── Dataset extract

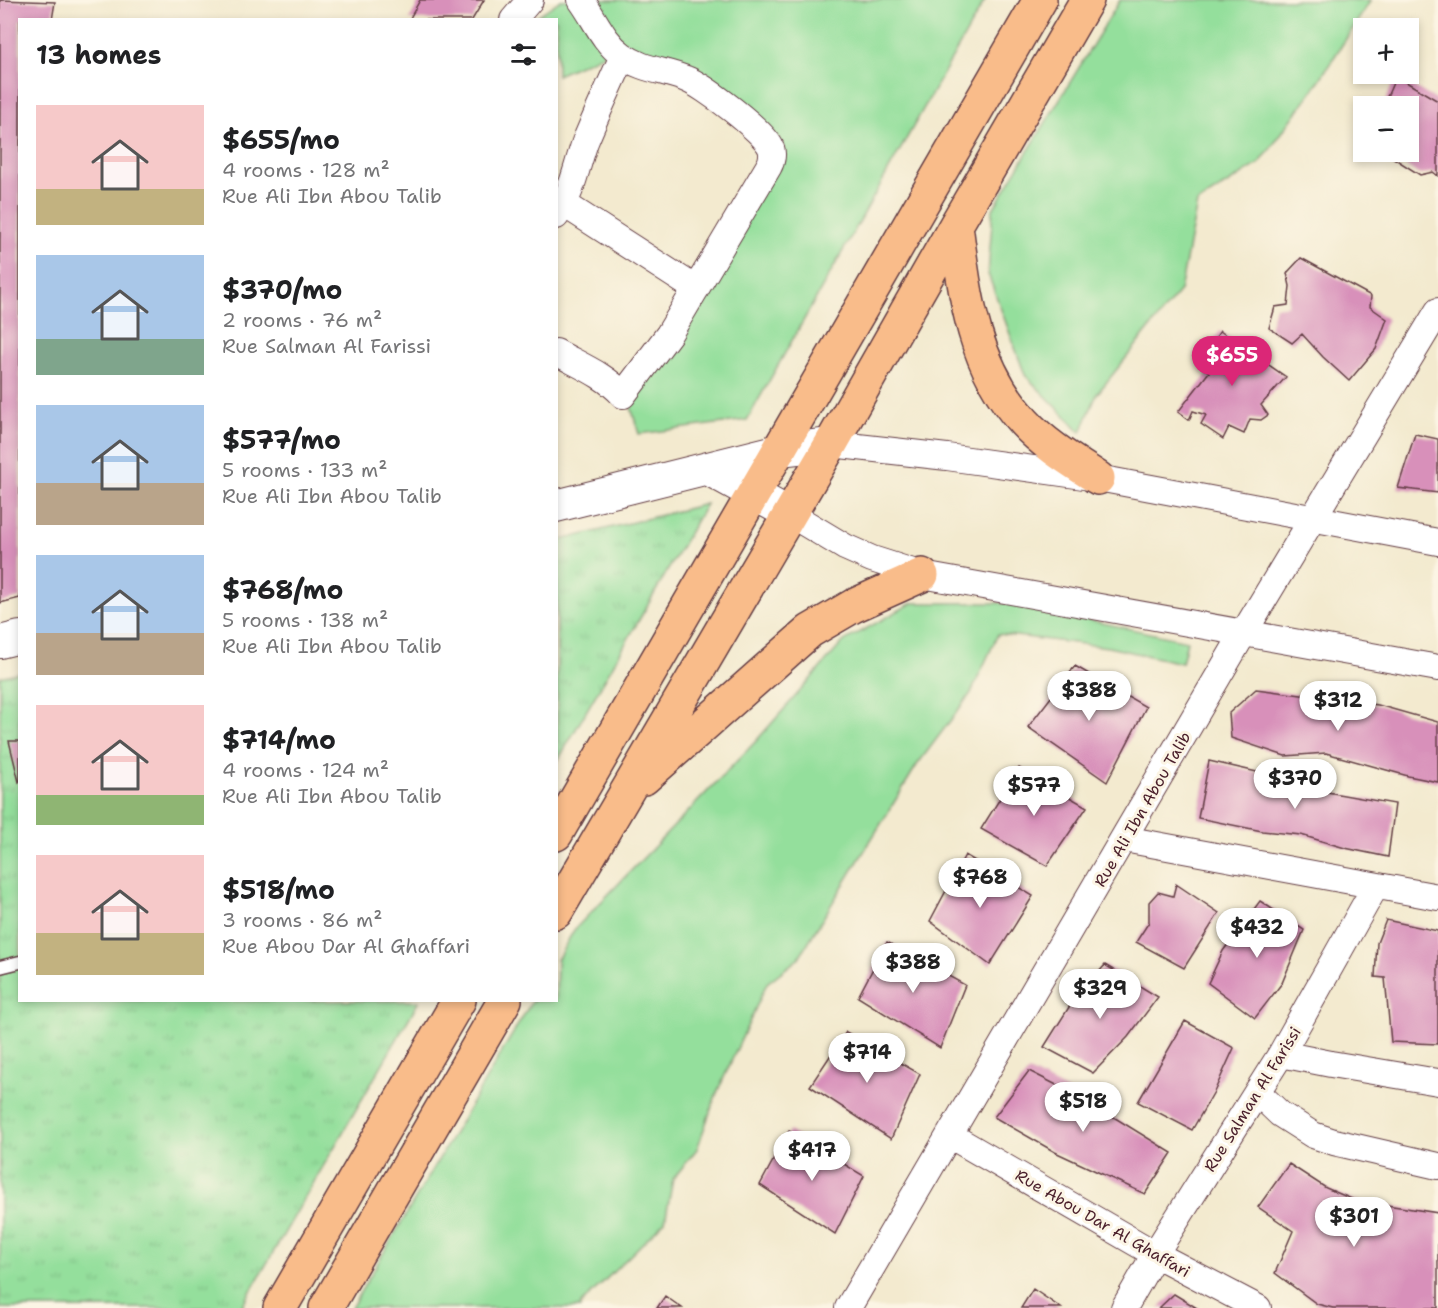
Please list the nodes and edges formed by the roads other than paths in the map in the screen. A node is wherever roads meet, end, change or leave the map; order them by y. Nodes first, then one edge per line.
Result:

────
── Dataset extract

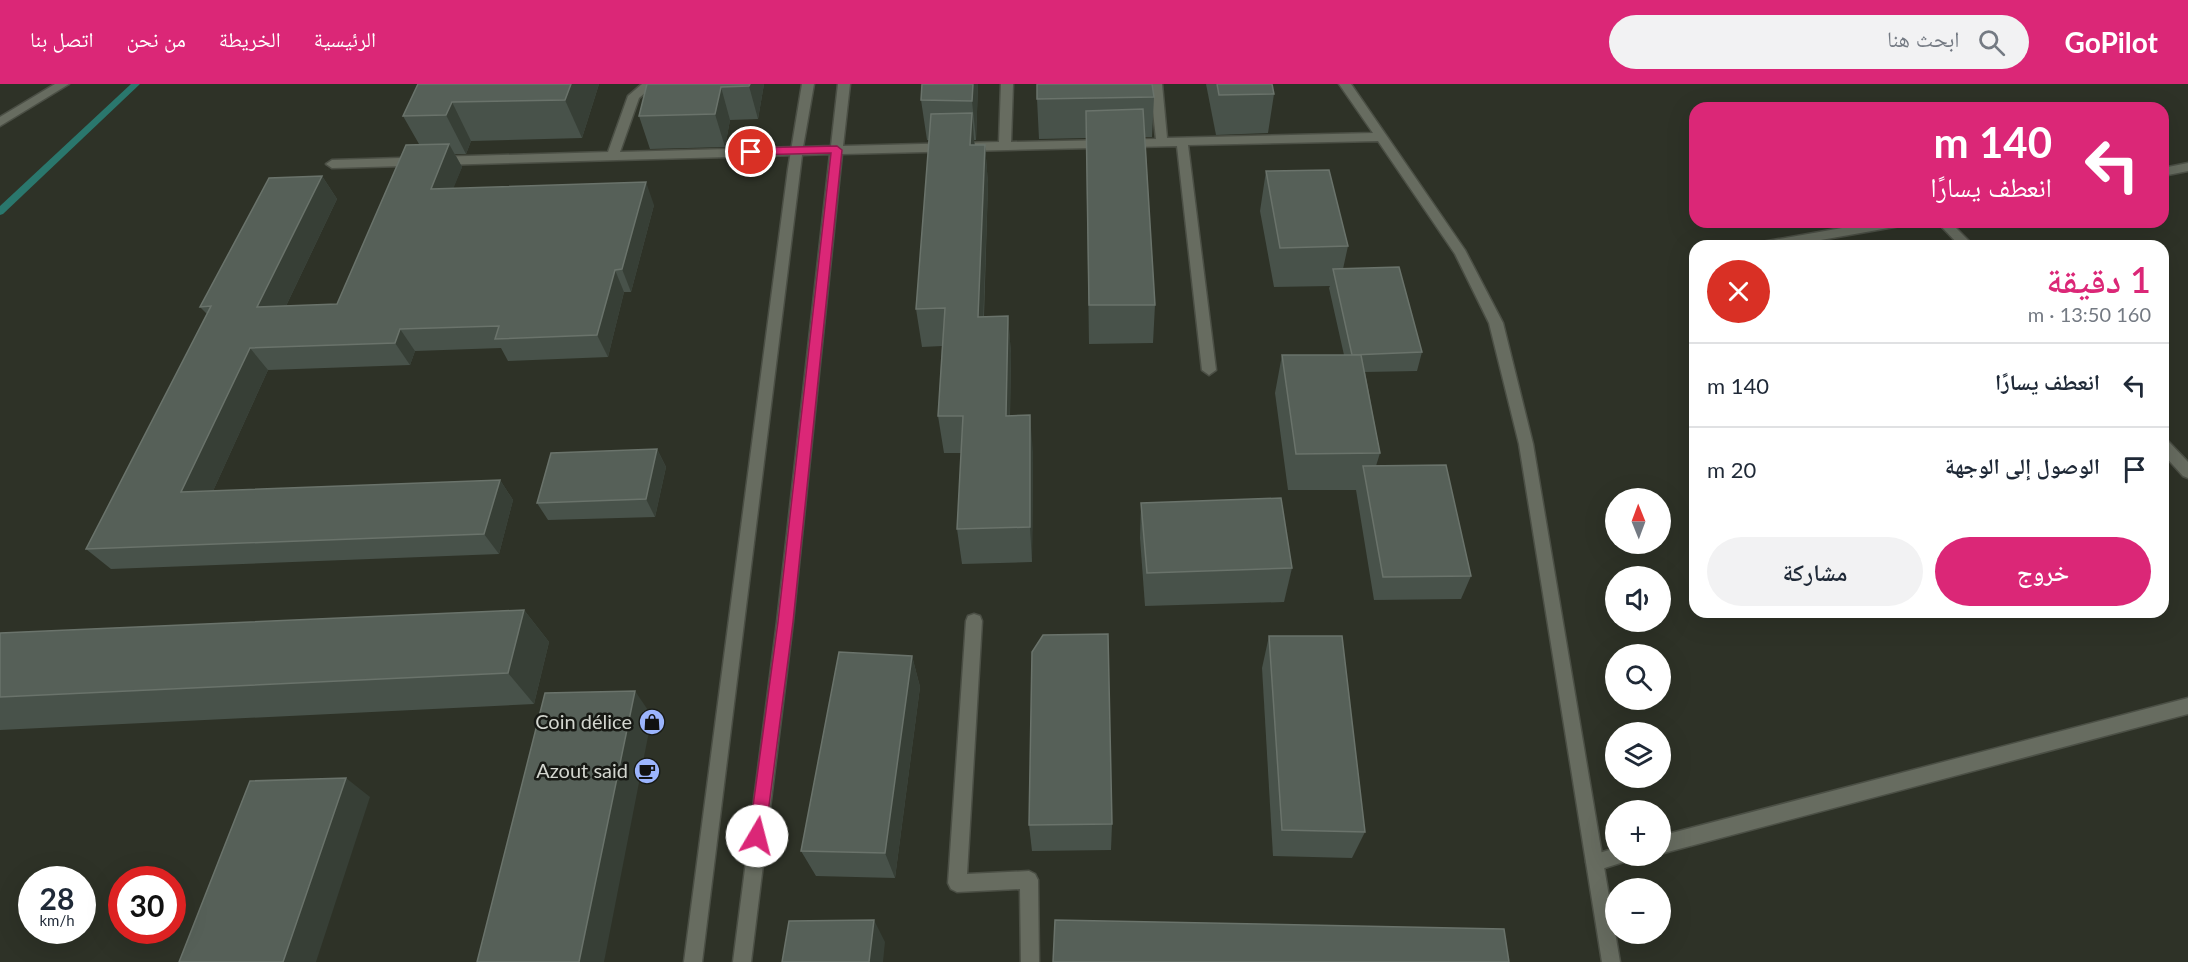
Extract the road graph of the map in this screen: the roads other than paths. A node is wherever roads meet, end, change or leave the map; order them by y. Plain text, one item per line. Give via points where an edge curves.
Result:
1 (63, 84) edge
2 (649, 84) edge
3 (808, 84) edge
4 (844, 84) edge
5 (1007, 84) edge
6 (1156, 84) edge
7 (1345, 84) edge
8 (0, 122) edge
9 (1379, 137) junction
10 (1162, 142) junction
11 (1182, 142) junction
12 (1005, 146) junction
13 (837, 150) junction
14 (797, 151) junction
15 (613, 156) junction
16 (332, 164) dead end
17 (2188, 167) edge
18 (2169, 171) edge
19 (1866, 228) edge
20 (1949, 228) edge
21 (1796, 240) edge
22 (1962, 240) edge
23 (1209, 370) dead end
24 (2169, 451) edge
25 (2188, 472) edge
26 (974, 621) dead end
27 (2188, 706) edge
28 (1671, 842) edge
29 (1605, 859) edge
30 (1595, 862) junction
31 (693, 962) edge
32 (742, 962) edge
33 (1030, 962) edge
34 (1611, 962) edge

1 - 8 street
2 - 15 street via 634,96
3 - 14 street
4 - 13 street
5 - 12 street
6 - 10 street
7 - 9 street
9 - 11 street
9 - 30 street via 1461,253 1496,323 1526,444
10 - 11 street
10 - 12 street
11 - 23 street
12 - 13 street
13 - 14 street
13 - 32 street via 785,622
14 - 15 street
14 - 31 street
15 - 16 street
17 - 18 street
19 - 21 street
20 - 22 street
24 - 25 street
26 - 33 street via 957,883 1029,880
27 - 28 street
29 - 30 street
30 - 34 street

────
── Dataset extract

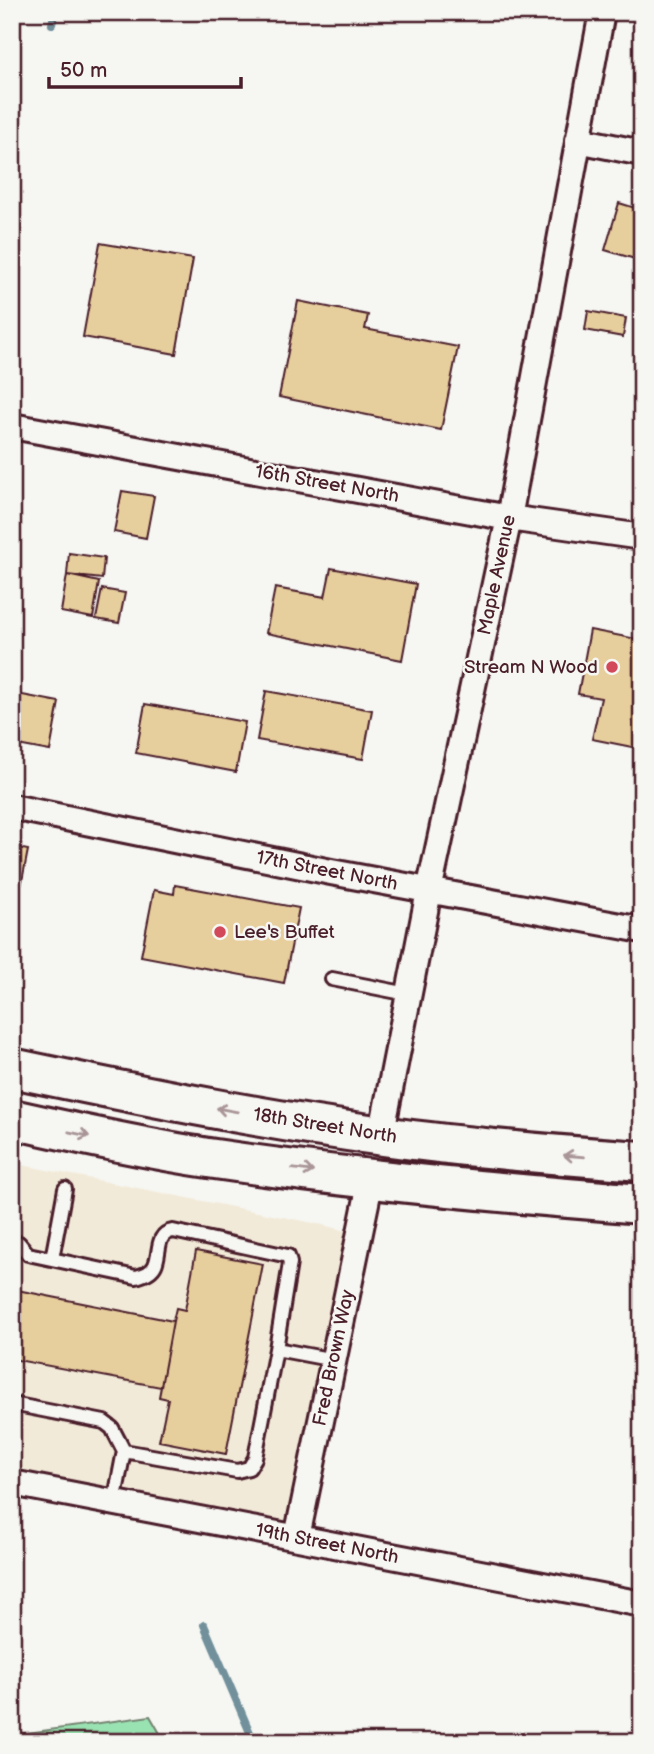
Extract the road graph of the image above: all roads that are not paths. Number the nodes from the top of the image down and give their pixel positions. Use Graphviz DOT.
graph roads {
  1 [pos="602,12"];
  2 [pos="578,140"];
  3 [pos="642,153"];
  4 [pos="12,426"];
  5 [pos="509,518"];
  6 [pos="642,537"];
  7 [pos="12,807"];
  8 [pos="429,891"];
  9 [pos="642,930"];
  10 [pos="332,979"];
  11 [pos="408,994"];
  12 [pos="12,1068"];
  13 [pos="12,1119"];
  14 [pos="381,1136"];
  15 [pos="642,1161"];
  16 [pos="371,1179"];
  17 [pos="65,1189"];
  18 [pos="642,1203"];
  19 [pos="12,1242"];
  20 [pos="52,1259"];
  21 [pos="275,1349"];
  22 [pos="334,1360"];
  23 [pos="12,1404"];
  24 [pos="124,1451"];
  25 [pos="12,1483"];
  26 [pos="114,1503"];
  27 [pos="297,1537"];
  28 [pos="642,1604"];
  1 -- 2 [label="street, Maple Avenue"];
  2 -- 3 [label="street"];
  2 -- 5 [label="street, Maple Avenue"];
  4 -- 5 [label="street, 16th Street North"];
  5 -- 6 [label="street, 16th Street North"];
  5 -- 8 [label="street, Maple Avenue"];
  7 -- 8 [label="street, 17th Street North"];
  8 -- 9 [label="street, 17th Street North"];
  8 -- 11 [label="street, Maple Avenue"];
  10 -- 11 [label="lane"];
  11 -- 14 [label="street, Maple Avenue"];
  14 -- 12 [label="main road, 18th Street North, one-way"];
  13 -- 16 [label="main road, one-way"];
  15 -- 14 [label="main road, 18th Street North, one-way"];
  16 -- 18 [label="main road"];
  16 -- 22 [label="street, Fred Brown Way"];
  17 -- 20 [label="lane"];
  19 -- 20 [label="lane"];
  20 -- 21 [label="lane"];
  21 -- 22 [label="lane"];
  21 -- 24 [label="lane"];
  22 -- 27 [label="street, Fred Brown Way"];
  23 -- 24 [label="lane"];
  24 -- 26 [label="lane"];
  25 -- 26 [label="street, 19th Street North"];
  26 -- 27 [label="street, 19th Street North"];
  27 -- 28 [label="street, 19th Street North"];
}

────

### Exercise directions
In the listing above, find each line with "meet" and copy it.

### Exercise output
Please list the nodes and edges formed by the roads other than paths in the map in the screen. A node is wherever roads meet, end, change or leave the map; order them by y. Nodes first, then one edge per line.
Extract the road graph of the map in this screen: the roads other than paths. A node is wherever roads meet, end, change or leave the map; order them by y. Plain text, one item per line. Give via points where an edge curves.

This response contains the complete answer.